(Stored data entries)
----------------------------------------

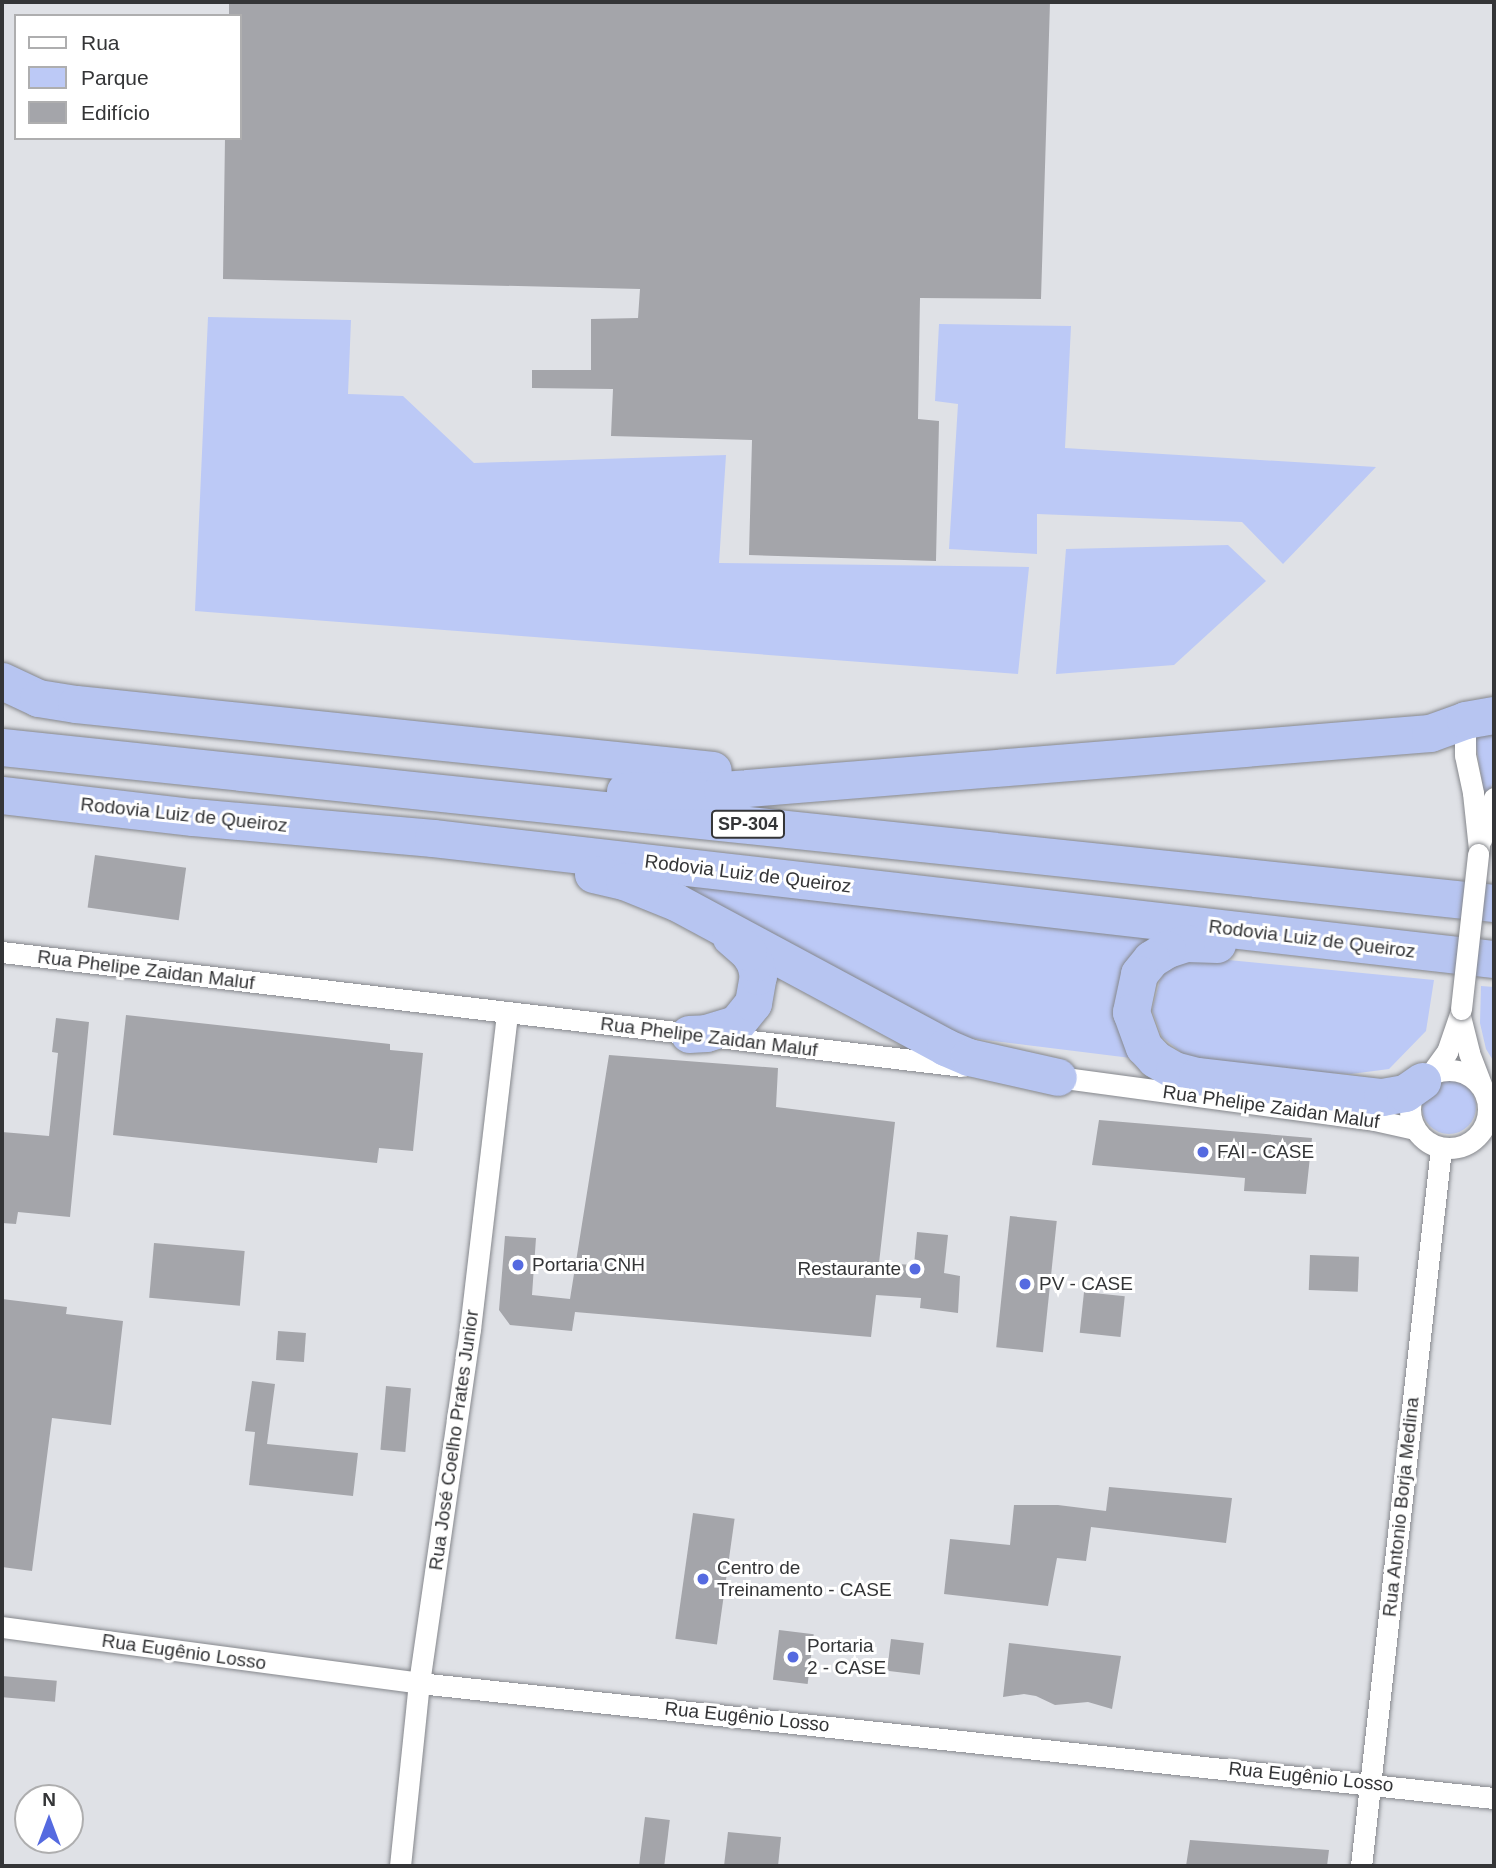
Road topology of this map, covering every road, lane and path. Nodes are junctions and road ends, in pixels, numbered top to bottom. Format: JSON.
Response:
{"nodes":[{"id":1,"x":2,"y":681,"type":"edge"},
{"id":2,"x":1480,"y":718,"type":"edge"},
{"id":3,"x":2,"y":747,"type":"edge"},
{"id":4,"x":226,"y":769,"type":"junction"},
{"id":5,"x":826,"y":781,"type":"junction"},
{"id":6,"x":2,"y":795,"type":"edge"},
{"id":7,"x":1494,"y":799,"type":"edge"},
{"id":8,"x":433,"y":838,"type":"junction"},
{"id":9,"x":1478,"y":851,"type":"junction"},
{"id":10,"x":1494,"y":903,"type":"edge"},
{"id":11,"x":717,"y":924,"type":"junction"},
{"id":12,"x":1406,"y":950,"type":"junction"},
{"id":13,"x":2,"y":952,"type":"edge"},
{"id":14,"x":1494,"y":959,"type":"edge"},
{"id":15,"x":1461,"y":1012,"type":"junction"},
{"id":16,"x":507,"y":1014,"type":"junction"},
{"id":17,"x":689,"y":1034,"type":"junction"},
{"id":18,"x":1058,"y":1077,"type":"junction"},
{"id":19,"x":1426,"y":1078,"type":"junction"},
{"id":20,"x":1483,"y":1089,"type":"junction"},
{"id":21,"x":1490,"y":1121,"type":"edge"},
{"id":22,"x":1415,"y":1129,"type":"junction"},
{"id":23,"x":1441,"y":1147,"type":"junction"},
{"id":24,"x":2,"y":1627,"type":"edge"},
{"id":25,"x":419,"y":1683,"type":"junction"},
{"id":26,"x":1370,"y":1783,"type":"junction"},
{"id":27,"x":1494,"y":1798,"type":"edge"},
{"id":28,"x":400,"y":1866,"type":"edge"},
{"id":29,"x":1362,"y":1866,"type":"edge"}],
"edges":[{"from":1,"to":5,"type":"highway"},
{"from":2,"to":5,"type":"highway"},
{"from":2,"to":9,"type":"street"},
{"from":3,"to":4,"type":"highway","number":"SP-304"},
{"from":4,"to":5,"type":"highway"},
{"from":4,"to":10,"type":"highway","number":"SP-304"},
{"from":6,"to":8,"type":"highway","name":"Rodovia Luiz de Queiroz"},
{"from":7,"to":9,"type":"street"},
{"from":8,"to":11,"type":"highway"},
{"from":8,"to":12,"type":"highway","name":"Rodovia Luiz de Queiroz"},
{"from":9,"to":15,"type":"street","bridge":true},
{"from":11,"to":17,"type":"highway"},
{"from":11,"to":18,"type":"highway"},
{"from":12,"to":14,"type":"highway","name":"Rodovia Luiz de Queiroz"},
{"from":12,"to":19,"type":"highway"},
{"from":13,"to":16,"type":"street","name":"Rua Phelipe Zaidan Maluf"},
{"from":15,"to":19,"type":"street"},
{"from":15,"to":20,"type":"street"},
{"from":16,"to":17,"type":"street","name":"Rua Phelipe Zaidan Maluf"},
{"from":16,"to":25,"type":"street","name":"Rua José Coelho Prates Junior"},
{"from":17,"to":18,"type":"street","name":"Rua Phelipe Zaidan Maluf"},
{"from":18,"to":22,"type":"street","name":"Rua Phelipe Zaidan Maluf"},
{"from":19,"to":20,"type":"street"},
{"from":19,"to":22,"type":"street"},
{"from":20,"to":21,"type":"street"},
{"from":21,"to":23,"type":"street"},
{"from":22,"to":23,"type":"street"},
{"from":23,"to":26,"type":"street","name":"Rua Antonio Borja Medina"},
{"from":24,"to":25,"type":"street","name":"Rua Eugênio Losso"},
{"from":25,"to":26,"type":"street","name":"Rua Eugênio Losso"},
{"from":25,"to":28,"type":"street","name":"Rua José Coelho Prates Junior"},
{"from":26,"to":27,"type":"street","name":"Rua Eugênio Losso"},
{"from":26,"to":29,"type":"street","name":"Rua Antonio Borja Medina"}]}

----------------------------------------

**INSTRUCTIONS TO FOLLOW**
For each line above, output its wording exactly and leave out any picture.

**YOUR RESPONSE**
Road topology of this map, covering every road, lane and path. Nodes are junctions and road ends, in pixels, numbered top to bottom. Format: JSON.
Response:
{"nodes":[{"id":1,"x":2,"y":681,"type":"edge"},
{"id":2,"x":1480,"y":718,"type":"edge"},
{"id":3,"x":2,"y":747,"type":"edge"},
{"id":4,"x":226,"y":769,"type":"junction"},
{"id":5,"x":826,"y":781,"type":"junction"},
{"id":6,"x":2,"y":795,"type":"edge"},
{"id":7,"x":1494,"y":799,"type":"edge"},
{"id":8,"x":433,"y":838,"type":"junction"},
{"id":9,"x":1478,"y":851,"type":"junction"},
{"id":10,"x":1494,"y":903,"type":"edge"},
{"id":11,"x":717,"y":924,"type":"junction"},
{"id":12,"x":1406,"y":950,"type":"junction"},
{"id":13,"x":2,"y":952,"type":"edge"},
{"id":14,"x":1494,"y":959,"type":"edge"},
{"id":15,"x":1461,"y":1012,"type":"junction"},
{"id":16,"x":507,"y":1014,"type":"junction"},
{"id":17,"x":689,"y":1034,"type":"junction"},
{"id":18,"x":1058,"y":1077,"type":"junction"},
{"id":19,"x":1426,"y":1078,"type":"junction"},
{"id":20,"x":1483,"y":1089,"type":"junction"},
{"id":21,"x":1490,"y":1121,"type":"edge"},
{"id":22,"x":1415,"y":1129,"type":"junction"},
{"id":23,"x":1441,"y":1147,"type":"junction"},
{"id":24,"x":2,"y":1627,"type":"edge"},
{"id":25,"x":419,"y":1683,"type":"junction"},
{"id":26,"x":1370,"y":1783,"type":"junction"},
{"id":27,"x":1494,"y":1798,"type":"edge"},
{"id":28,"x":400,"y":1866,"type":"edge"},
{"id":29,"x":1362,"y":1866,"type":"edge"}],
"edges":[{"from":1,"to":5,"type":"highway"},
{"from":2,"to":5,"type":"highway"},
{"from":2,"to":9,"type":"street"},
{"from":3,"to":4,"type":"highway","number":"SP-304"},
{"from":4,"to":5,"type":"highway"},
{"from":4,"to":10,"type":"highway","number":"SP-304"},
{"from":6,"to":8,"type":"highway","name":"Rodovia Luiz de Queiroz"},
{"from":7,"to":9,"type":"street"},
{"from":8,"to":11,"type":"highway"},
{"from":8,"to":12,"type":"highway","name":"Rodovia Luiz de Queiroz"},
{"from":9,"to":15,"type":"street","bridge":true},
{"from":11,"to":17,"type":"highway"},
{"from":11,"to":18,"type":"highway"},
{"from":12,"to":14,"type":"highway","name":"Rodovia Luiz de Queiroz"},
{"from":12,"to":19,"type":"highway"},
{"from":13,"to":16,"type":"street","name":"Rua Phelipe Zaidan Maluf"},
{"from":15,"to":19,"type":"street"},
{"from":15,"to":20,"type":"street"},
{"from":16,"to":17,"type":"street","name":"Rua Phelipe Zaidan Maluf"},
{"from":16,"to":25,"type":"street","name":"Rua José Coelho Prates Junior"},
{"from":17,"to":18,"type":"street","name":"Rua Phelipe Zaidan Maluf"},
{"from":18,"to":22,"type":"street","name":"Rua Phelipe Zaidan Maluf"},
{"from":19,"to":20,"type":"street"},
{"from":19,"to":22,"type":"street"},
{"from":20,"to":21,"type":"street"},
{"from":21,"to":23,"type":"street"},
{"from":22,"to":23,"type":"street"},
{"from":23,"to":26,"type":"street","name":"Rua Antonio Borja Medina"},
{"from":24,"to":25,"type":"street","name":"Rua Eugênio Losso"},
{"from":25,"to":26,"type":"street","name":"Rua Eugênio Losso"},
{"from":25,"to":28,"type":"street","name":"Rua José Coelho Prates Junior"},
{"from":26,"to":27,"type":"street","name":"Rua Eugênio Losso"},
{"from":26,"to":29,"type":"street","name":"Rua Antonio Borja Medina"}]}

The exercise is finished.